The issue of UK growth was seized upon in the wake of the Budget by European Movement UK, a cross-party organisation campaigning on the benefits of close ties between the UK and European Union. This organisation was formed in 1949 by Sir Winston Churchill to prevent further conflict between European countries.

Professor Molly Scott Cato, vice-president of European Movement UK, said: "How can the UK economy compete against the low costs of China, the vast subsidies of America’s inflation reduction act and the frictionless borders of the EU? We are told that Reeves’s first Budget is ‘a Budget for growth’, but how is the Chancellor of a small market outside the main trade blocs of the world going to compete and achieve that growth?
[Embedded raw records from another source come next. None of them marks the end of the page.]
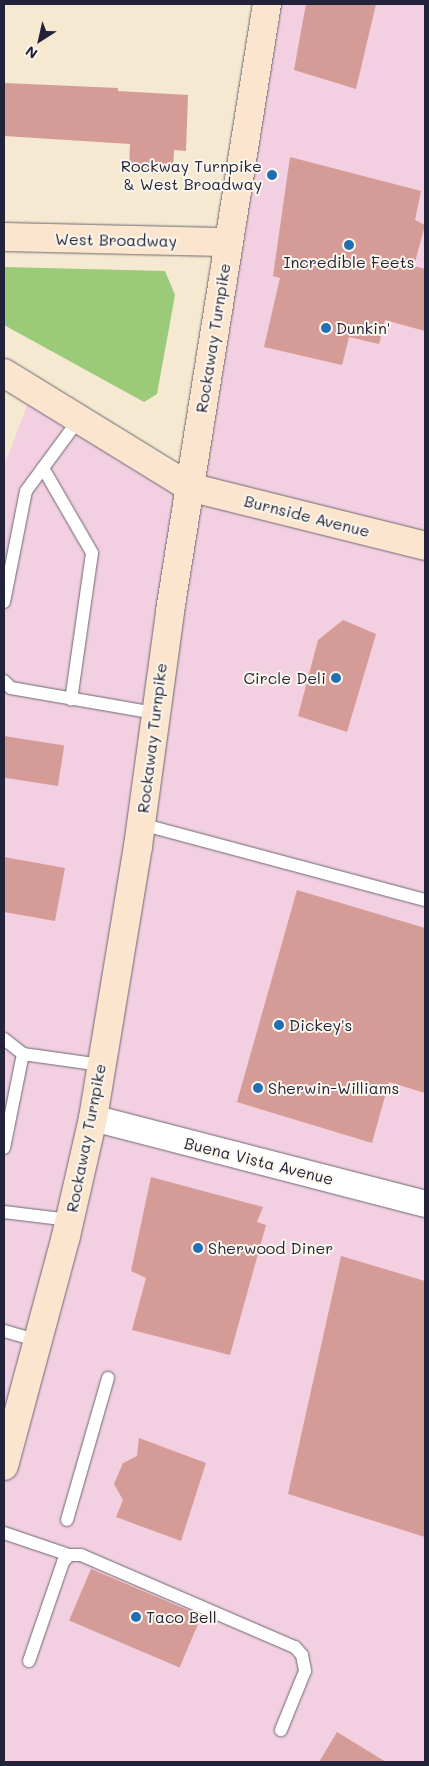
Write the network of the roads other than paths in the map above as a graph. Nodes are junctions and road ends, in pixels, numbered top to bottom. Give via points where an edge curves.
1 (267, 4) edge
2 (4, 237) edge
3 (228, 242) junction
4 (4, 373) edge
5 (79, 419) junction
6 (43, 468) junction
7 (189, 487) junction
8 (425, 546) edge
9 (4, 602) edge
10 (4, 681) edge
11 (71, 700) junction
12 (154, 713) junction
13 (141, 824) junction
14 (425, 900) edge
15 (4, 1039) edge
16 (23, 1054) junction
17 (100, 1065) junction
18 (92, 1118) junction
19 (4, 1148) edge
20 (425, 1204) edge
21 (4, 1212) edge
22 (70, 1220) junction
23 (4, 1331) edge
24 (38, 1341) junction
25 (108, 1378) dead end
26 (4, 1466) edge
27 (67, 1520) dead end
28 (4, 1533) edge
29 (69, 1555) junction
30 (29, 1661) dead end
31 (281, 1730) dead end

1 - 3 main road, Rockaway Turnpike
2 - 3 main road, West Broadway
3 - 7 main road, Rockaway Turnpike
4 - 5 main road
5 - 6 lane
5 - 7 main road
6 - 9 lane via 26,491
6 - 11 lane via 92,553
7 - 8 main road, Burnside Avenue
7 - 12 main road, Rockaway Turnpike
10 - 11 lane via 11,688
11 - 12 lane
12 - 13 main road, Rockaway Turnpike
13 - 14 lane
13 - 17 main road, Rockaway Turnpike
15 - 16 lane
16 - 17 lane
16 - 19 lane
17 - 18 main road, Rockaway Turnpike
18 - 20 street, Buena Vista Avenue
18 - 22 main road, Rockaway Turnpike
21 - 22 lane
22 - 24 main road, Rockaway Turnpike
23 - 24 lane
24 - 26 main road, Rockaway Turnpike
25 - 27 lane
28 - 29 lane
29 - 30 lane via 63,1562
29 - 31 lane via 81,1555 295,1647 302,1655 305,1671

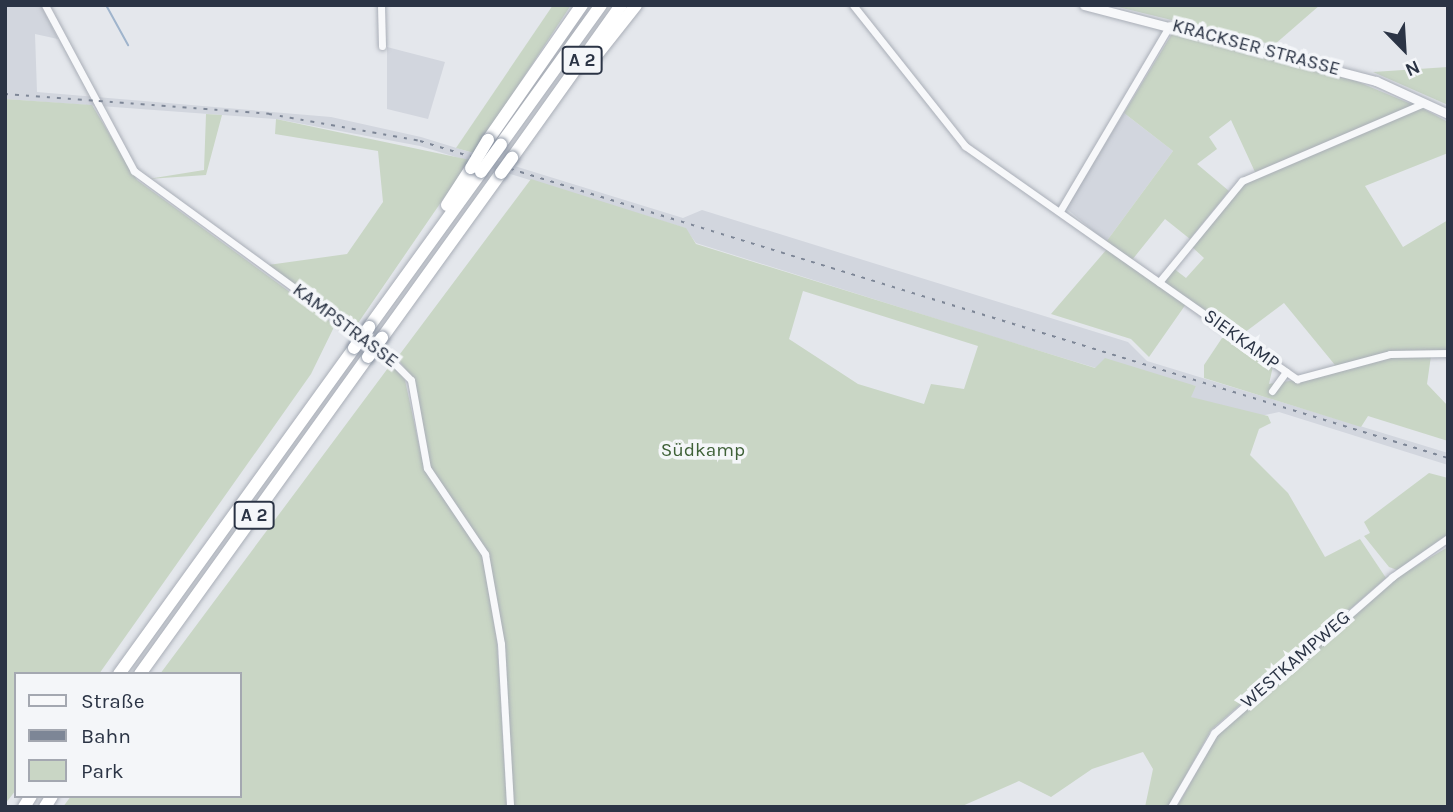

"If we seem to be caught between a rock and a hard place, I can suggest an obvious way out: becoming again part of the single market, and not just for trading purposes.”

Labour has, of course, ruled out rejoining the EU or European single market.

In this context, it was difficult not to raise an eyebrow when Ms Reeves said of the Conservatives in her Budget speech on Wednesday: “Their Brexit deal harmed British businesses.”

My column in The Herald on Friday observed: “There is indeed a huge disconnect between Labour’s focus on growth and its stance on the European single market. This is lamentable, given how hard growth is to come by and the huge boost to economic activity that would be triggered if the UK were able to rejoin the single market.”

For its part, the OBR notes in its economic and fiscal outlook: “Weak growth in imports and exports over the medium term partly reflect the continuing impact of Brexit, which we expect to reduce the overall trade intensity of the UK economy by 15% in the long term.”

For the avoidance of doubt, that is a very big effect. And it is not a happy one for a UK economy that does not have its troubles to seek.